There are a few limitations of this study to note. First, this study was conducted in a medium-sized and well-situated city in Germany with a relatively low proportion of families with a low SES or migration background. Second, due to ethical considerations, all families should have the possibility to participate in the PP, so that the assignments to groups were made by the preference of the family and not at random. Consequently, the findings are restricted to this population group. Lower income groups usually have a lower response rate to health promotion and preventive programmes, which could represent a substantial risk of bias [55]. To reduce potential sources that might have influenced oral health outcomes, an analysis of the non-participants (n = 650) regarding their SES and ethnicity was carried out at the beginning of the study and showed no differences between the two groups (data not shown). Additionally, lack of randomisation was tried to compensate by an adequate statistical analysis including a representative sample size and a matching of all subjects. Another limitation is the participation rate in the examination. After 8 years, just 20% of the total birth cohort could be examined. Although the required number of children per group is representative and twice as high as in the sample size calculation, a generalisability of the study results has to be made with caution. The latter aspect is partly due to the fact that at the beginning 512 families decided to participate in the PP and 650 wanted to be personally responsible for establishing a dental home with regular dental care. The high drop-out rate can be explained by the long duration of the programme, relocation, schedule difficulties, effort and lack of interest. Nevertheless, 78.5% of the children of the last programme evaluation in 2015 could be examined. The last limitation is the precise determination of the time of premature tooth loss in children in the control group. While all data of the children in the prevention group were recorded longitudinally, starting at the time of birth to the age of 8, the data of the children in the control group could just be compared with the findings of the interim evaluation in 2013 and 2015 [39, 40]. To reduce the source of potential bias, the analysis relates to a defined period of time of premature tooth loss (before age 3, between age 3 and 5, between age 5 and 8).

Summary

Children in the PP had a lower caries prevalence and caries experience, less premature loss of deciduous teeth and lower need for orthodontic treatment at the age of 8 years than children in the control group.

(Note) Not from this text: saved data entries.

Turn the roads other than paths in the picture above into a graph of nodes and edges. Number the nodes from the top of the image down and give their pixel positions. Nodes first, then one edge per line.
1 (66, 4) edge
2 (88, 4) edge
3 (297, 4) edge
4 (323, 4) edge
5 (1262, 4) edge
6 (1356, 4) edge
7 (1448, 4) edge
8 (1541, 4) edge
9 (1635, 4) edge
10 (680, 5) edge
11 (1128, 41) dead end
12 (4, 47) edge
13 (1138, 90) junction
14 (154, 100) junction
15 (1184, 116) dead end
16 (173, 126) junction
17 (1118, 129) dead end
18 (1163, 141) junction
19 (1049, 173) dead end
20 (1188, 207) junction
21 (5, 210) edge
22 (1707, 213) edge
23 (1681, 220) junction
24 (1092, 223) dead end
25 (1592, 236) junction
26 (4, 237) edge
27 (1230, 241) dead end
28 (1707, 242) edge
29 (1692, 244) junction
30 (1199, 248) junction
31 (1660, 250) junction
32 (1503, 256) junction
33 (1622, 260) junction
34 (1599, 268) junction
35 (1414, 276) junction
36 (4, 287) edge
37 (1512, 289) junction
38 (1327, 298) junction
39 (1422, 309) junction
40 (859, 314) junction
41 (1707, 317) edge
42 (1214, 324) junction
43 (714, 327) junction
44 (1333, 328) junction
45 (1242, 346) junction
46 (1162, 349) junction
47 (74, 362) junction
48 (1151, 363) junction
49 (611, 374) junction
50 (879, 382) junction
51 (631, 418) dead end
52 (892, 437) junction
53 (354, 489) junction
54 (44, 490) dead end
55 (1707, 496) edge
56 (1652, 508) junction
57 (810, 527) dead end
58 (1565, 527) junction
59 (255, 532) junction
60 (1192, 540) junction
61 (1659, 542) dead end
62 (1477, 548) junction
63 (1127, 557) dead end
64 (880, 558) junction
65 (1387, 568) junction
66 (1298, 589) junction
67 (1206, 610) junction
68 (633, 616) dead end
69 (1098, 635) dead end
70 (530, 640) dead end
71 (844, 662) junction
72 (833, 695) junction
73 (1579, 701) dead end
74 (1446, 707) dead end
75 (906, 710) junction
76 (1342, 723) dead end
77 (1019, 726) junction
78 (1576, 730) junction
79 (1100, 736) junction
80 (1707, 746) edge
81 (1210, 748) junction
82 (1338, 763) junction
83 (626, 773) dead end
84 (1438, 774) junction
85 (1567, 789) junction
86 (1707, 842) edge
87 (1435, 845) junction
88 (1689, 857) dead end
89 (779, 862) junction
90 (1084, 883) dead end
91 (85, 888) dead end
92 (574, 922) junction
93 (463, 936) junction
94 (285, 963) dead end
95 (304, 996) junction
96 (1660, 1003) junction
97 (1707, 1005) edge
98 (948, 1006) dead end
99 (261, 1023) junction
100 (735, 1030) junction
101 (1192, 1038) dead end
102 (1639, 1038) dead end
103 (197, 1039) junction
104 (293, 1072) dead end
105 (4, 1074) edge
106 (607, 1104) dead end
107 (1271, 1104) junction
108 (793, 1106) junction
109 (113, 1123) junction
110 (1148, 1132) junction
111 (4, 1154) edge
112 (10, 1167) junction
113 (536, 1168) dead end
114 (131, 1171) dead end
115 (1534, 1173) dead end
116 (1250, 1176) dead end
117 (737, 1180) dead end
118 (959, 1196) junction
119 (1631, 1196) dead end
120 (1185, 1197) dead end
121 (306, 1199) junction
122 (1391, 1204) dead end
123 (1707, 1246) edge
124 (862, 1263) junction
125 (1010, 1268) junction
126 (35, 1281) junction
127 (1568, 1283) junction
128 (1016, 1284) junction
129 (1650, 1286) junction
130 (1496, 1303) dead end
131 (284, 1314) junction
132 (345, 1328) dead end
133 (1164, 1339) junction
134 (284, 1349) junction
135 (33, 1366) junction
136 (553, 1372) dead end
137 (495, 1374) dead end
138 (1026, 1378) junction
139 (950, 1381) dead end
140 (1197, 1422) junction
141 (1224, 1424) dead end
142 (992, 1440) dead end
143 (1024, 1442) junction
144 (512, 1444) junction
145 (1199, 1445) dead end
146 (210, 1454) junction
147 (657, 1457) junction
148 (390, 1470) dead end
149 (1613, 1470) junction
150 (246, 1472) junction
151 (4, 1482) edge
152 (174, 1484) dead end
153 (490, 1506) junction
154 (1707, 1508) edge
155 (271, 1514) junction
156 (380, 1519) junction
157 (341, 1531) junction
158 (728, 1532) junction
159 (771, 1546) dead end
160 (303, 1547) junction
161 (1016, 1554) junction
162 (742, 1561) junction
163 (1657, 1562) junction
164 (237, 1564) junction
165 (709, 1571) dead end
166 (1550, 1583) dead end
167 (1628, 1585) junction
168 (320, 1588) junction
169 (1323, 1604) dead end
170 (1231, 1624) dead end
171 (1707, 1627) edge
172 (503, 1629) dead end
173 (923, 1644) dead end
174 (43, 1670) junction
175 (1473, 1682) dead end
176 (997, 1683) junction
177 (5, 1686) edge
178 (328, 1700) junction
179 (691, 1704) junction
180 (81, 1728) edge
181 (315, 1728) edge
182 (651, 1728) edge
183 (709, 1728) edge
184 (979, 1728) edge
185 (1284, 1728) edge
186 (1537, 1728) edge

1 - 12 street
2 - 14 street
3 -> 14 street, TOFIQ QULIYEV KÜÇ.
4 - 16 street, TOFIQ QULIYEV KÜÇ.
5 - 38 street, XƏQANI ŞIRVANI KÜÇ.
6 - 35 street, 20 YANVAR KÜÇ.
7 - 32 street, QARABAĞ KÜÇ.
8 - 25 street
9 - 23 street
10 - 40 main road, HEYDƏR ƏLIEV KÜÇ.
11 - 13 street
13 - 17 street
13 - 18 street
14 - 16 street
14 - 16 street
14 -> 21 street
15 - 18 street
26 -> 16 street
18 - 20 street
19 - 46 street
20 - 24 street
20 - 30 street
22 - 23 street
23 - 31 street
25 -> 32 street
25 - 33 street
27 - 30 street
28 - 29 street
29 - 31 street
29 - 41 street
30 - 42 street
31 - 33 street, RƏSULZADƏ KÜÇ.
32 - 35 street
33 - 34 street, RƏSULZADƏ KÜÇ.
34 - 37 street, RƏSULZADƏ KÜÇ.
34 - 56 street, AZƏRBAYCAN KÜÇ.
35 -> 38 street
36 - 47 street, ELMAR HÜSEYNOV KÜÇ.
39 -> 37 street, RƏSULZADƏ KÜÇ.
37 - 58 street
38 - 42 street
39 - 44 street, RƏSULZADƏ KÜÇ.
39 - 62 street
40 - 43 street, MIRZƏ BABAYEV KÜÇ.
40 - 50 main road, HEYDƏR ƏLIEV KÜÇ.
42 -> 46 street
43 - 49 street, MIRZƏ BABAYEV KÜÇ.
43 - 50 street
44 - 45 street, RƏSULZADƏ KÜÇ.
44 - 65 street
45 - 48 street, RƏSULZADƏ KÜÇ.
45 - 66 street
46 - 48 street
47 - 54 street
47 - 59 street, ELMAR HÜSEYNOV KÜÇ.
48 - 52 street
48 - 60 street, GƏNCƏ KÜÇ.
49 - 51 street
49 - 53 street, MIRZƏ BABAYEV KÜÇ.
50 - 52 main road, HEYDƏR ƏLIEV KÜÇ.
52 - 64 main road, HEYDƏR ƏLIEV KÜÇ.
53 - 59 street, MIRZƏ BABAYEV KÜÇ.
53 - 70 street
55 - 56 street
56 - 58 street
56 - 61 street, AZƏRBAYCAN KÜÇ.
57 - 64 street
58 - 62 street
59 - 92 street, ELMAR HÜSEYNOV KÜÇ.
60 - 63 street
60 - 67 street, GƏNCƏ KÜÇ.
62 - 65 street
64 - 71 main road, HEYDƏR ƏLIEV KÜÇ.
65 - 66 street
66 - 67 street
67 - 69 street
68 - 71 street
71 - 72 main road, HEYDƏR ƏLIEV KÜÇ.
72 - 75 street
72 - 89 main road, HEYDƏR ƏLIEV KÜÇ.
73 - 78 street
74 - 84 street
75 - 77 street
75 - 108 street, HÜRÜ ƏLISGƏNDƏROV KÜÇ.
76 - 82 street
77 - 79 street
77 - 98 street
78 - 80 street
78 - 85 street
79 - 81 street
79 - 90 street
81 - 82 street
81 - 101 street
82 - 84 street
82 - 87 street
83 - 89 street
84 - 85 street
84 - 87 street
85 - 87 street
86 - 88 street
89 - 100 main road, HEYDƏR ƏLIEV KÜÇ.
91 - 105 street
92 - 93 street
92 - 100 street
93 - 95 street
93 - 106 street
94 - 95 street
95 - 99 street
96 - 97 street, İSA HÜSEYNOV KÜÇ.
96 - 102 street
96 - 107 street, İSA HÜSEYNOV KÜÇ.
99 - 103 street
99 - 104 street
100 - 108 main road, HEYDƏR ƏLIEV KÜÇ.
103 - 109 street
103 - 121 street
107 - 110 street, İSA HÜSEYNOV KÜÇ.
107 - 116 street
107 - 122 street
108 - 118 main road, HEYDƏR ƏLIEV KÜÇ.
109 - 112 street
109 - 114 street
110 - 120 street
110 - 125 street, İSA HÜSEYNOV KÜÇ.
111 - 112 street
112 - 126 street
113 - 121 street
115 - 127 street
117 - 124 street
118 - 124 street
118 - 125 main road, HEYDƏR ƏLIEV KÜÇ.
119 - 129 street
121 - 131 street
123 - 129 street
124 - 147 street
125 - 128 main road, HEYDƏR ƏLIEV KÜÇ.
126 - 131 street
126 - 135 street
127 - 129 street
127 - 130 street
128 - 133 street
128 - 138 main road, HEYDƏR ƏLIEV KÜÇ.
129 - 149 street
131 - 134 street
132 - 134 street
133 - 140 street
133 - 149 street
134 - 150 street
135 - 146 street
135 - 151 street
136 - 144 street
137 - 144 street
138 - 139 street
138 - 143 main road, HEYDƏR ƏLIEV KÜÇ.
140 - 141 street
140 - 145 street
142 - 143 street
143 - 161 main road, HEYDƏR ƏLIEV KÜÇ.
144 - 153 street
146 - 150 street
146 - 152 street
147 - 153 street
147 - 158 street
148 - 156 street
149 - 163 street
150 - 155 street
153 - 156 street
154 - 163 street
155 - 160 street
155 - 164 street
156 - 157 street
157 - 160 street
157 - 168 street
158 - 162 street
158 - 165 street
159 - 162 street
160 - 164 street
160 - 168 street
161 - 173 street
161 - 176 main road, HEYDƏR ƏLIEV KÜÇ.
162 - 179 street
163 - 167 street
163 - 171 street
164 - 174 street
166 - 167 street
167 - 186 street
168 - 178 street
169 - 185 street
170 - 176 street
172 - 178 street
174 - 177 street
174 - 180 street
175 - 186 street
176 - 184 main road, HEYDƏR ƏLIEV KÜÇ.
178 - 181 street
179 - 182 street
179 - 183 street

In summary, it can be stated that a programme consisting of the early establishment of a dental home, assessment of caries risk and inclusion of the children in a caries-risk-related recall system with continuous dental care and fluoride varnish application can prevent caries and premature tooth loss. In addition, children will show a reduced need for complex orthodontic interventions due to loss of space and the establishment of severe tooth/arch length discrepancies.